They have no original claim to their pretensions other than they were privileged to have been in the corridors of power once upon a time in their lives. They obviously got so engrossed with their own sense of importance they began to imagine themselves indispensable to Nigeria. It is dangerous to have such a navel-gazing, narcissistic group inflict themselves with so much ferocity on an otherwise impressionable public. We are in reality dealing with a bunch of hypocrites.
With exceptions so few, they really don’t care about Nigeria as a sovereign but the political spoils that accrue from it. And so they will stop at nothing to discredit those they think are not as deserving as they imagine themselves to be. President Jonathan has unfairly become the target of their pitiable frustrations.

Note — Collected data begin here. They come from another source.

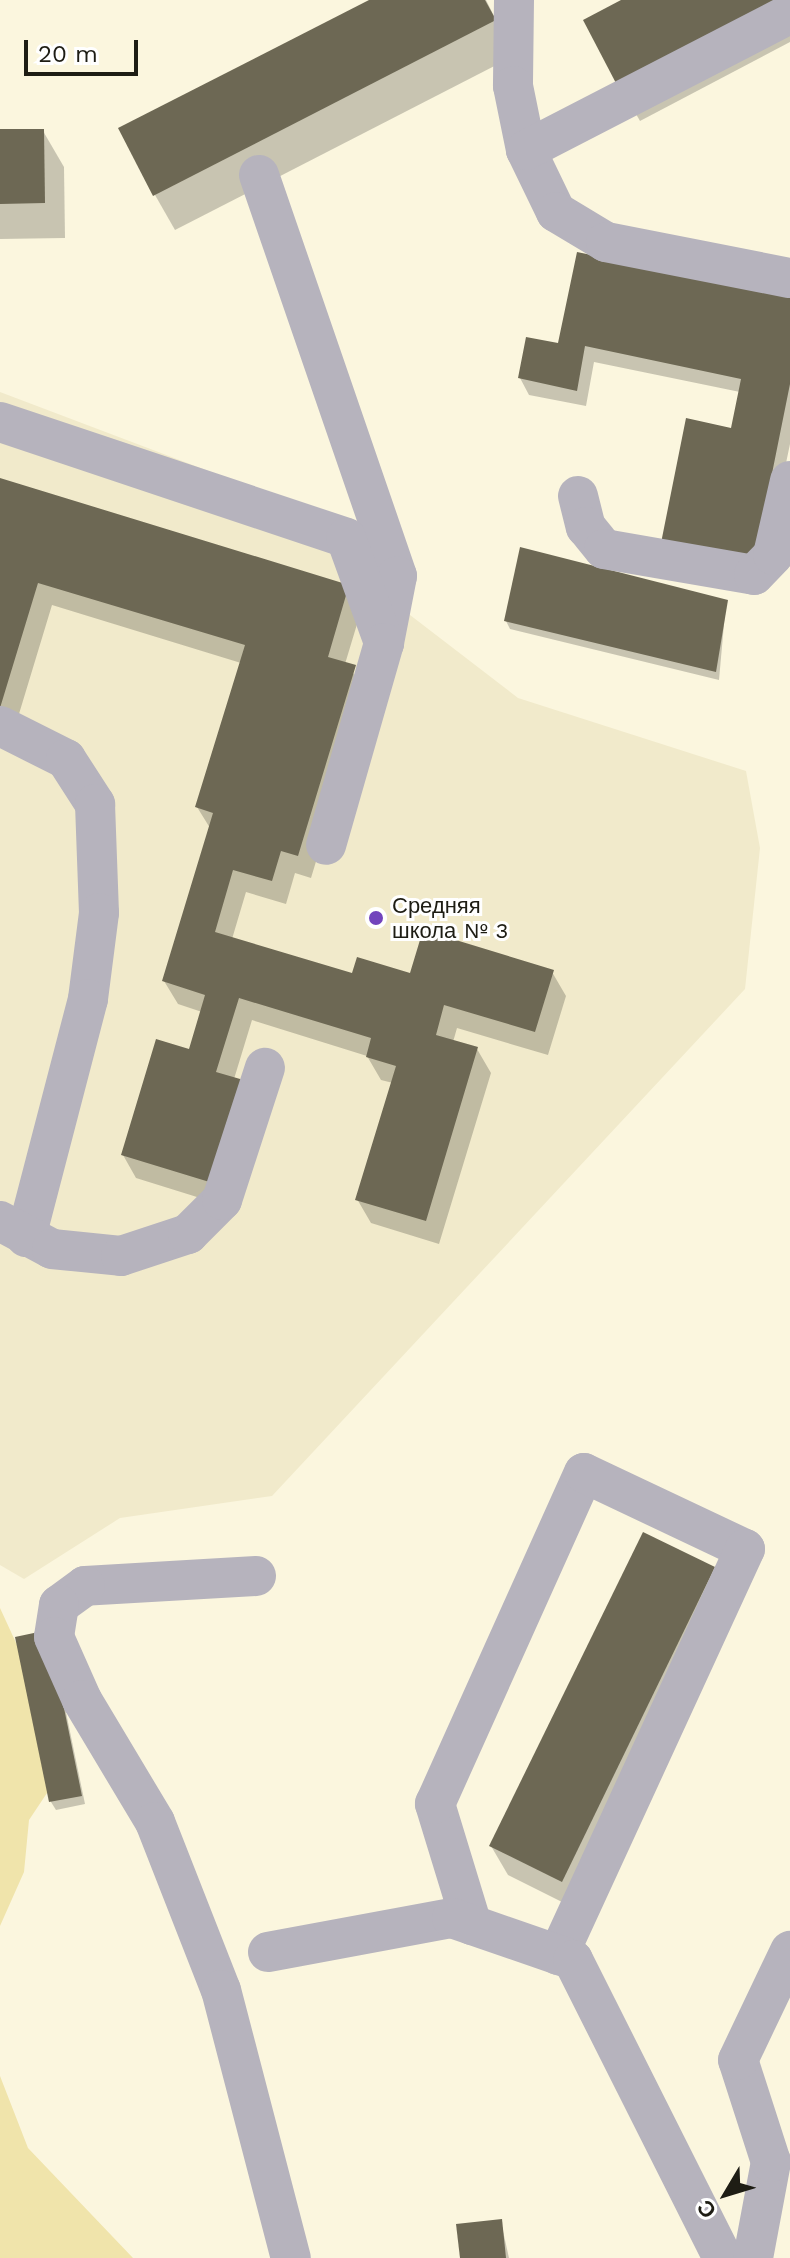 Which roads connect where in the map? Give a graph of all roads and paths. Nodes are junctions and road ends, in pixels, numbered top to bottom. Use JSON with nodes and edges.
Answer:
{"nodes":[{"id":1,"x":514,"y":0,"type":"edge"},
{"id":2,"x":790,"y":14,"type":"edge"},
{"id":3,"x":526,"y":150,"type":"junction"},
{"id":4,"x":259,"y":175,"type":"dead end"},
{"id":5,"x":790,"y":278,"type":"edge"},
{"id":6,"x":0,"y":422,"type":"edge"},
{"id":7,"x":790,"y":481,"type":"edge"},
{"id":8,"x":578,"y":496,"type":"dead end"},
{"id":9,"x":384,"y":643,"type":"junction"},
{"id":10,"x":0,"y":726,"type":"edge"},
{"id":11,"x":326,"y":845,"type":"dead end"},
{"id":12,"x":265,"y":1068,"type":"dead end"},
{"id":13,"x":13,"y":1229,"type":"edge"},
{"id":14,"x":256,"y":1576,"type":"dead end"},
{"id":15,"x":472,"y":1925,"type":"junction"},
{"id":16,"x":790,"y":1951,"type":"edge"},
{"id":17,"x":268,"y":1952,"type":"dead end"},
{"id":18,"x":558,"y":1955,"type":"junction"},
{"id":19,"x":778,"y":2188,"type":"edge"},
{"id":20,"x":291,"y":2258,"type":"edge"},
{"id":21,"x":723,"y":2258,"type":"edge"},
{"id":22,"x":753,"y":2258,"type":"edge"}],
"edges":[{"from":1,"to":3,"type":"street"},
{"from":2,"to":3,"type":"street"},
{"from":3,"to":5,"type":"street"},
{"from":4,"to":9,"type":"street"},
{"from":6,"to":9,"type":"street"},
{"from":7,"to":8,"type":"street"},
{"from":9,"to":11,"type":"street"},
{"from":10,"to":13,"type":"street"},
{"from":12,"to":13,"type":"street"},
{"from":14,"to":20,"type":"street"},
{"from":15,"to":17,"type":"street"},
{"from":15,"to":18,"type":"street"},
{"from":15,"to":18,"type":"street"},
{"from":16,"to":19,"type":"street"},
{"from":18,"to":21,"type":"street"},
{"from":19,"to":22,"type":"street"}]}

Underneath their superfluous appearance, lies an unspoken class disdain directed at the person and office of a duly elected president of the country. It is a Nigerian problem, perhaps. In the same advanced societies which these same yesterday men and women often like to refer to, public service is seen and treated as a privilege. People are called upon to serve; they do so with humility and great commitment, and when it is all over, they move on to other things. The quantity surveyor returns to his or her quantity surveying or some other decent work; the lawyer to his or her wig and gown; the university teacher, to the classroom, glad to have been found worthy of national service. When and where necessary, as private citizens they are entitled to use the benefit of this experience to contribute to national development, they speak up on matters of public importance not as a full-time job as is the case in Nigeria currently.
What then, is the problem with us? As part of our governance evolution, most people become public servants by accident, but they soon get so used to the glamour of office that they lose sight of their own ordinariness. They use the system to climb: to become media celebrities, to gain international attention and to morph into self-appointed guardians of the Nigerian estate. They mask self interest motives as public causes and manipulate the public’s desire for improvements in their daily struggles as opportunity for power grab.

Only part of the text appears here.